Во время этих первых опытов самообозрения, пересоставления себя из слов Карамзин пользуется неким важным философским паролем. Это цитата из Лафатера, швейцарского мудреца — наблюдателя, «читателя» человека по его внешности. Карамзин состоит с ним в переписке и некоторое время почитает за полубога. Вот, кстати, очередной «всемогущий» его советчик, влияние которого ограничено избранными цитатами из писем.
Глаз, по своему образованию, не может смотреть на себя без зеркала. Мы получаем понятие о себе исключительно при содействии других предметов. Чувство бытия, личность, душа — все это существует единственно потому, что существует вне нас.
Это близко к тому, что делает «оптический» переводчик Карамзин: противополагает один язык другому, отыскивая русскому языку такое зеркало, что способно сообщить нашему слову чувство бытия, помочь ему прозреть, ожить, одушевиться.
В скором времени Карамзин встретится с Лафатером в Швейцарии и еще поспорит с ним о чувстве бытия и месте существования души, и, когда увидит своего полубога воочию, далеко не во всем с ним согласится.
III
Пока он в Москве.
Вот место, как будто не озабоченное никаким самонаблюдением, никакой особенной ментальной рефлексией. После того как столица переехала в Петербург, Москва не слишком следит за своей формой. Расплеснутые по обширному блюду части города словно путешествуют в разные стороны. Главным образом спят. Нет, не части одного города, но как будто многие города (Ломоносов насчитывал их десятками), разделенные пустошами или слепленные вплотную, словно соты. Эти московские «города» почивают днем и ночью — или бодрствуют вполглаза.

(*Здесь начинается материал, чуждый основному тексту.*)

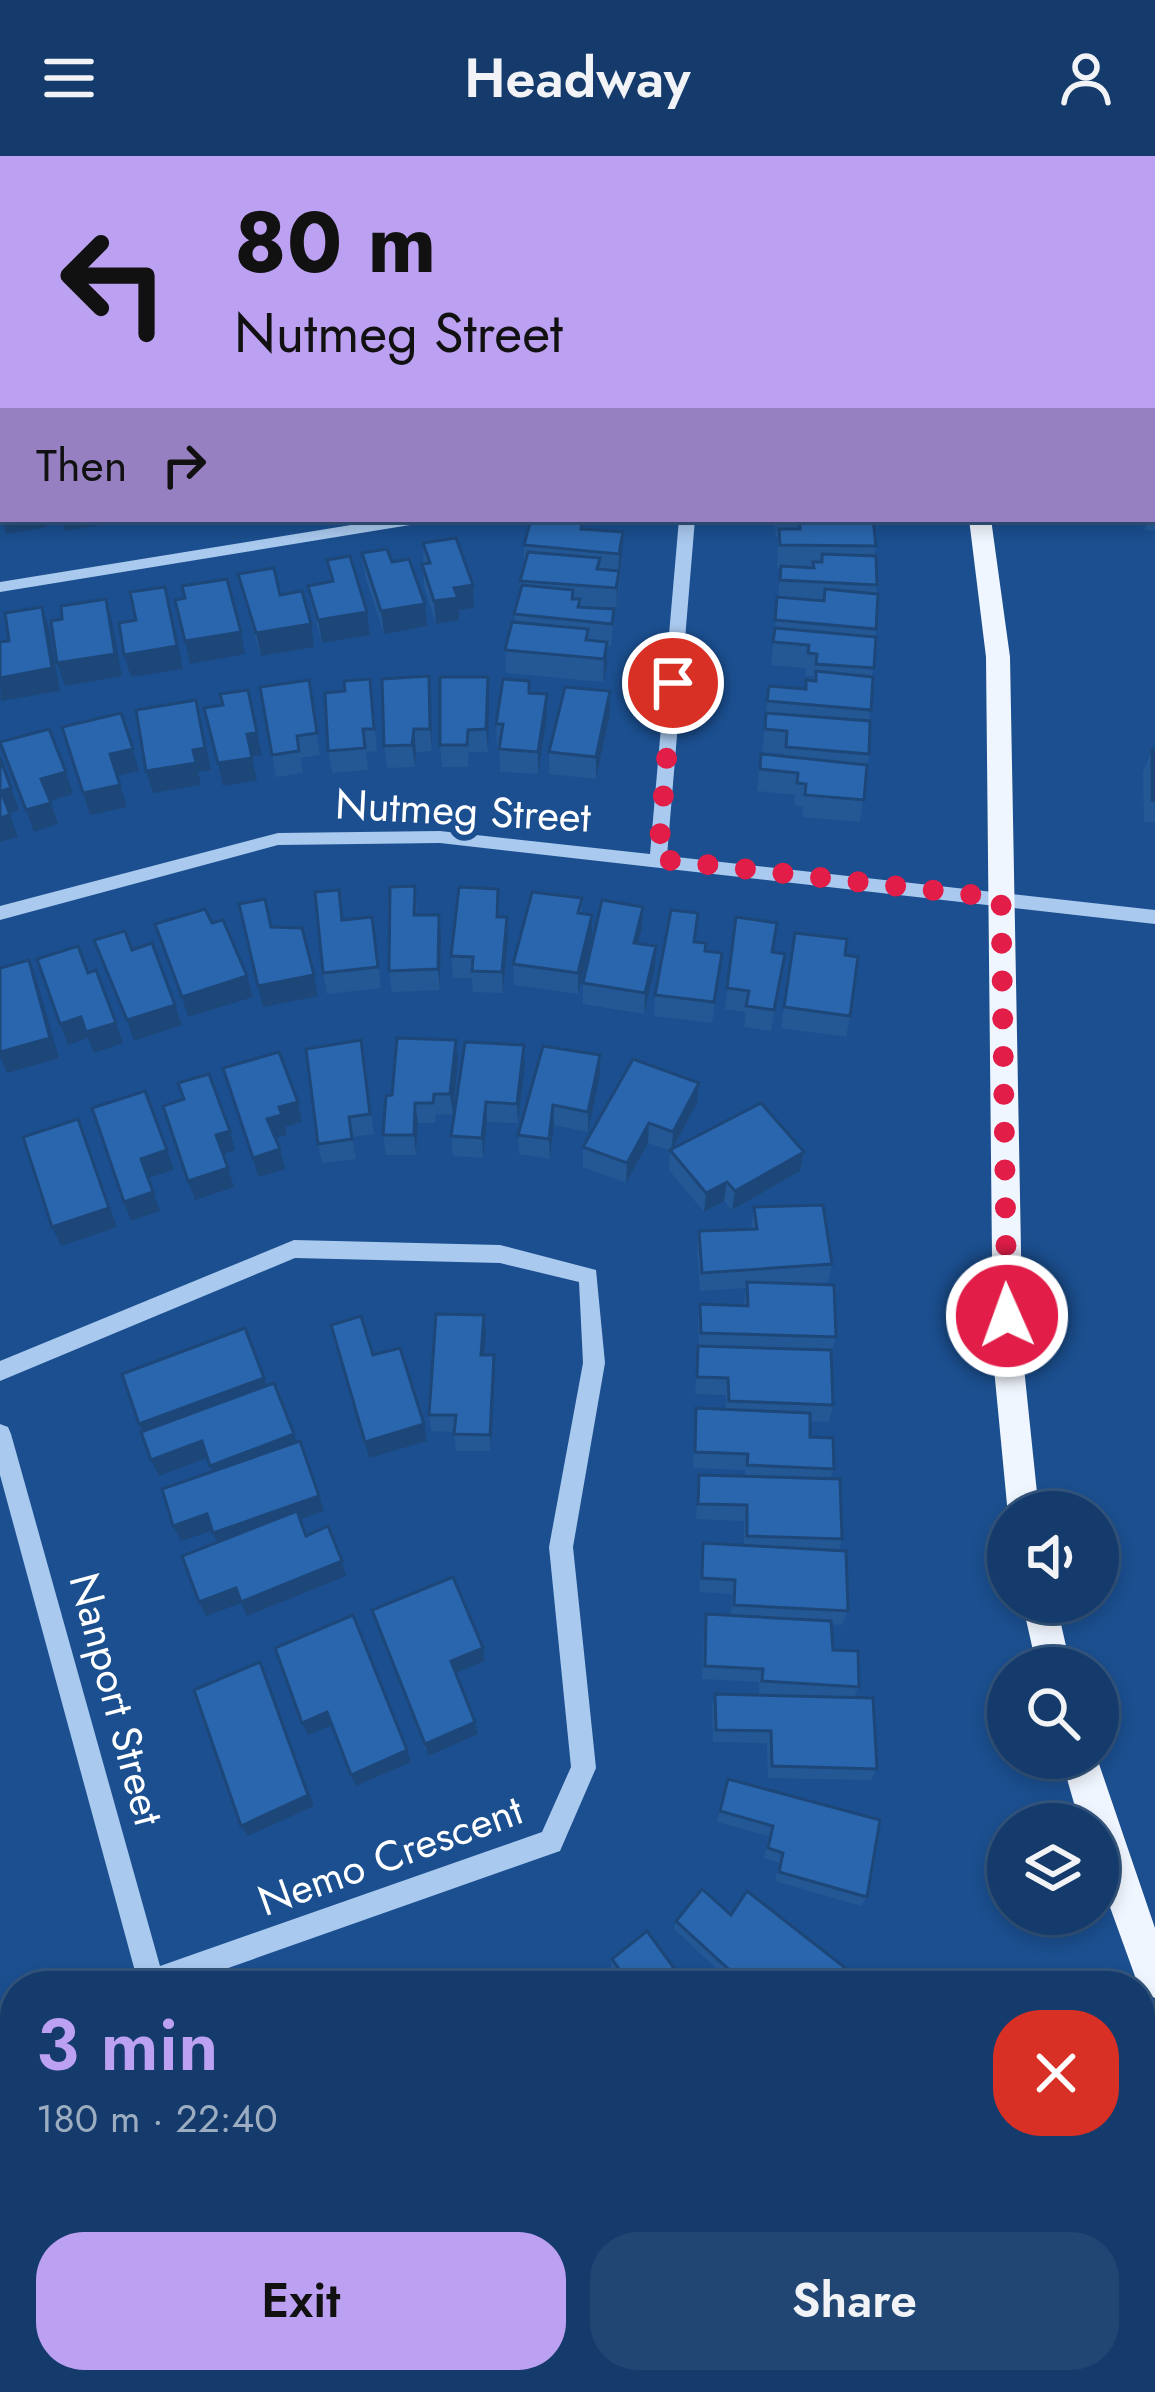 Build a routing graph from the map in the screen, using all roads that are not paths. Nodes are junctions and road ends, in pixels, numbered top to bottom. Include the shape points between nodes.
1 (398, 522) edge
2 (687, 522) edge
3 (980, 522) edge
4 (0, 587) edge
5 (658, 859) junction
6 (1001, 898) junction
7 (0, 913) edge
8 (1155, 917) edge
9 (0, 1371) edge
10 (0, 1434) edge
11 (1021, 1491) edge
12 (1119, 1881) edge
13 (148, 1971) edge
14 (189, 1971) edge
15 (1152, 1971) edge

1 - 4 street
2 - 5 street
3 - 6 main road via 998,658
5 - 6 street, Nutmeg Street
5 - 7 street, Nutmeg Street via 440,837 278,838
6 - 8 street, Nutmeg Street
6 - 11 main road via 1008,1358
9 - 14 street, Nemo Crescent via 294,1249 500,1254 590,1276 593,1363 562,1546 584,1768 551,1842
10 - 13 street, Nanport Street
12 - 15 main road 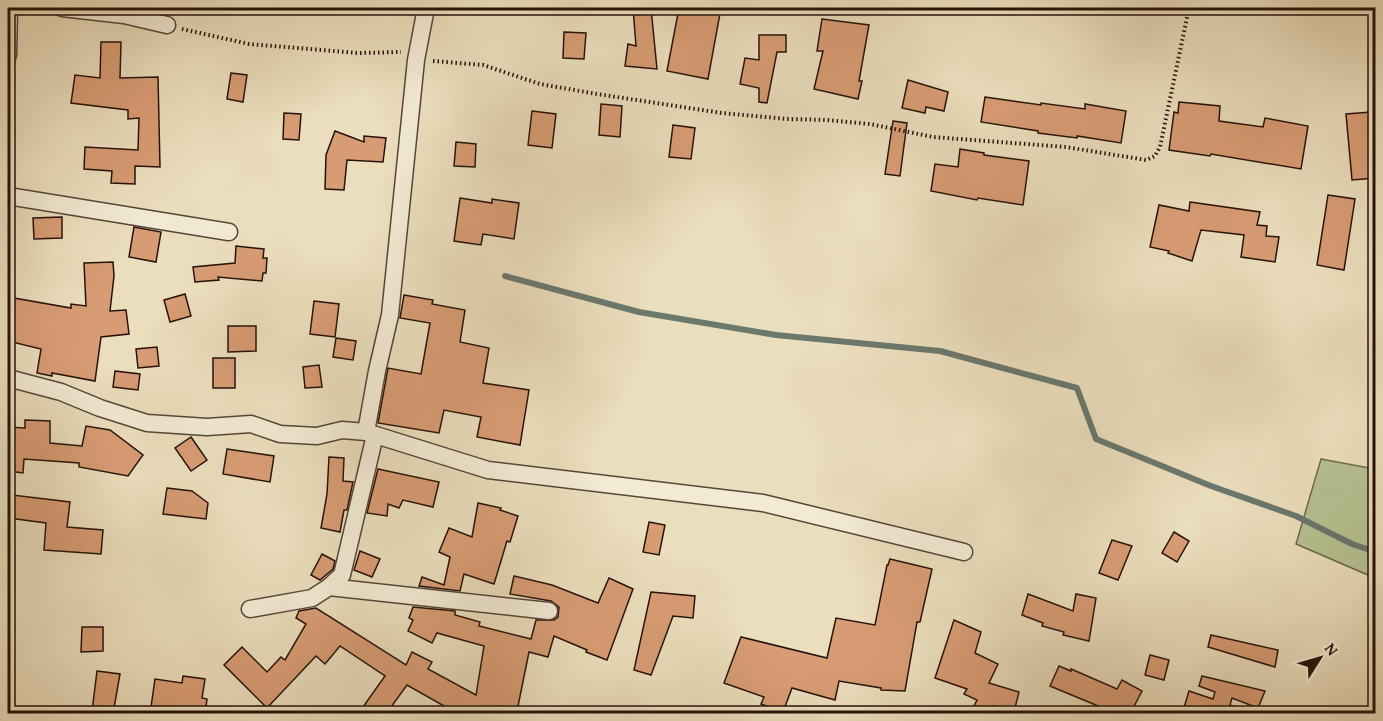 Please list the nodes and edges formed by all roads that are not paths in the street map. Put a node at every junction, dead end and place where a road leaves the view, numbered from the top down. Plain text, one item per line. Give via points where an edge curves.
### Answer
1 (9, 8) edge
2 (62, 8) edge
3 (426, 8) edge
4 (167, 25) road end
5 (8, 55) edge
6 (8, 196) edge
7 (229, 232) dead end
8 (8, 378) edge
9 (370, 434) junction
10 (964, 552) dead end
11 (329, 587) junction
12 (250, 609) dead end
13 (549, 610) dead end

1 - 5 street
2 - 4 street
3 - 9 street via 416,60 390,315 377,371
6 - 7 street
8 - 9 street via 61,392 147,423 207,427 250,424 280,434 317,436 342,430
9 - 10 street via 488,470 763,503
9 - 11 street via 342,575
11 - 12 street via 312,598
11 - 13 street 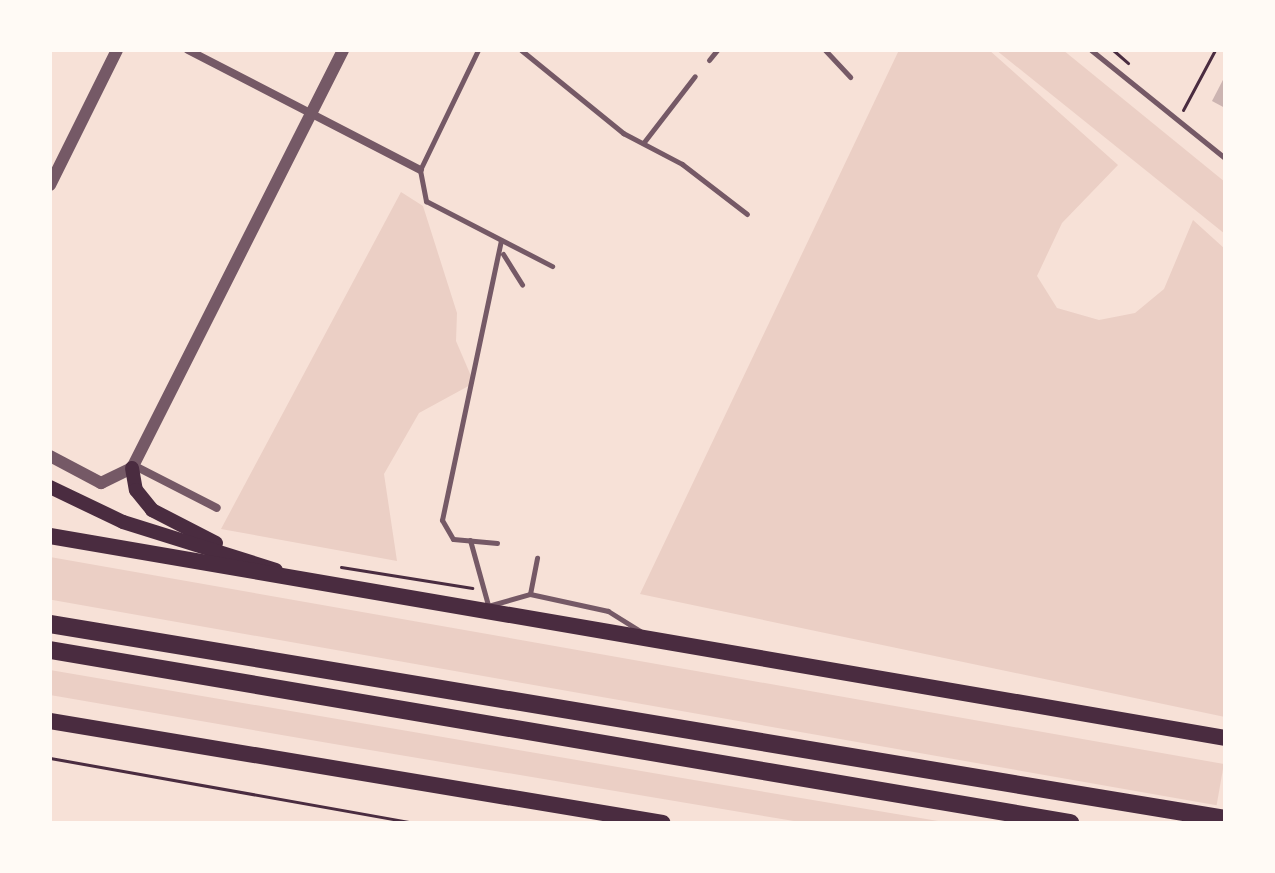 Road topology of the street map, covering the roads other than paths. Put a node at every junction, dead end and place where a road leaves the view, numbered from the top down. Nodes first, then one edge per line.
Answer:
1 (117, 50) edge
2 (188, 50) edge
3 (343, 50) edge
4 (478, 50) edge
5 (521, 50) edge
6 (717, 50) edge
7 (825, 50) edge
8 (1091, 50) edge
9 (709, 60) dead end
10 (695, 76) dead end
11 (850, 77) dead end
12 (311, 113) junction
13 (644, 142) junction
14 (1225, 157) edge
15 (420, 170) junction
16 (50, 185) edge
17 (747, 214) dead end
18 (501, 240) junction
19 (503, 254) junction
20 (552, 266) dead end
21 (522, 285) dead end
22 (50, 456) edge
23 (132, 467) junction
24 (50, 487) edge
25 (217, 508) dead end
26 (50, 536) edge
27 (470, 540) junction
28 (497, 543) dead end
29 (537, 558) dead end
30 (255, 563) junction
31 (329, 588) junction
32 (530, 594) junction
33 (480, 608) junction
34 (50, 624) edge
35 (656, 645) junction
36 (50, 650) edge
37 (50, 721) edge
38 (1225, 738) edge
39 (599, 813) junction
40 (1225, 819) edge
41 (629, 823) edge
42 (663, 823) edge
43 (1070, 823) edge

1 - 16 street
2 - 12 street
3 - 12 street
4 - 15 lane
5 - 13 lane
6 - 9 lane
7 - 11 lane
8 - 14 lane
10 - 13 lane
12 - 15 street
12 - 23 street
13 - 17 lane
15 - 18 lane
18 - 19 lane
18 - 20 lane
19 - 21 lane
19 - 27 lane
22 - 23 street
23 - 25 street
23 - 30 main road
24 - 30 main road
26 - 31 highway
27 - 28 lane
27 - 33 lane
29 - 32 lane
30 - 31 main road
31 - 33 highway
32 - 33 lane
32 - 35 lane
33 - 35 highway
34 - 40 highway
35 - 38 highway
36 - 43 highway
37 - 39 highway
39 - 41 lane
39 - 42 highway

Повсюду сады, зелеными облаками влекущиеся по земле, открывающие то там, то здесь пестрые скопления домов. Отдельно от остальных встают в парадных позах, редкие, украшенные колоннами, фигуры особняков. Вокруг хаос: ограды, заборы, лавки, на перекрестках полосатые будки — все по мелочи и дробно, и чем глубже в город, все дробнее и мельче, точно кашу вылили из горшка и она растеклась по столу столицы. Улицы угадываются не везде, прохожие и экипажи редки. Церкви, близкие и далекие, перекликаются поверх всего крестами. Чудный вид! Река, пересеченная бродами и запрудами, не то стоит, не то движется.
Все это похоже на тогдашний русский письменный язык. Такое же медленное шевеление инертной массы слов, плотности и прорехи, ничем не объяснимые, и такая же всеобщая — полупустая — слитность. То есть: нежелание одного дома (и слова) оглянуться на другой (другое), стать с ним по линии, составить общей компанией ансамбль, поселить между собой регулярное, твердое пространство города (текста).
Пустырь — не пространство.
Так же как в языке, в Москве встречаются иноземные вкрапления; эти фигуры очерчены ровно. Немцы на берегу Яузы некогда нарисовали квадрат своей слободы и одною его твердой формой отгородились от остальной Москвы точно невидимой стеной.
Не оттого ли московский переводчик Карамзин так внимательно рассматривает немецкие (языковые) формы? В них ему чудится пространство, которого нет в окружающей его кривоколенной действительности.
3
3 Ломоносов, меняя письменный русский язык, налагал на него другие — «физические» и «химические» — законы. Он действовал как механик, учитывая ритм, состав и массу слов, их плотности и ударения, сцепления и связи. Русский язык был тогда открыт для многих опытов; Ломоносов видел его как большую лабораторию, где на его глазах совершались перемены словесной плоти. Задача рефлексии, точного отражения языком современного бытия, первым всерьез увлекла Карамзина. Поэтому он «оптик», рефлектор, а не химик с колбой, в которой варятся буквы.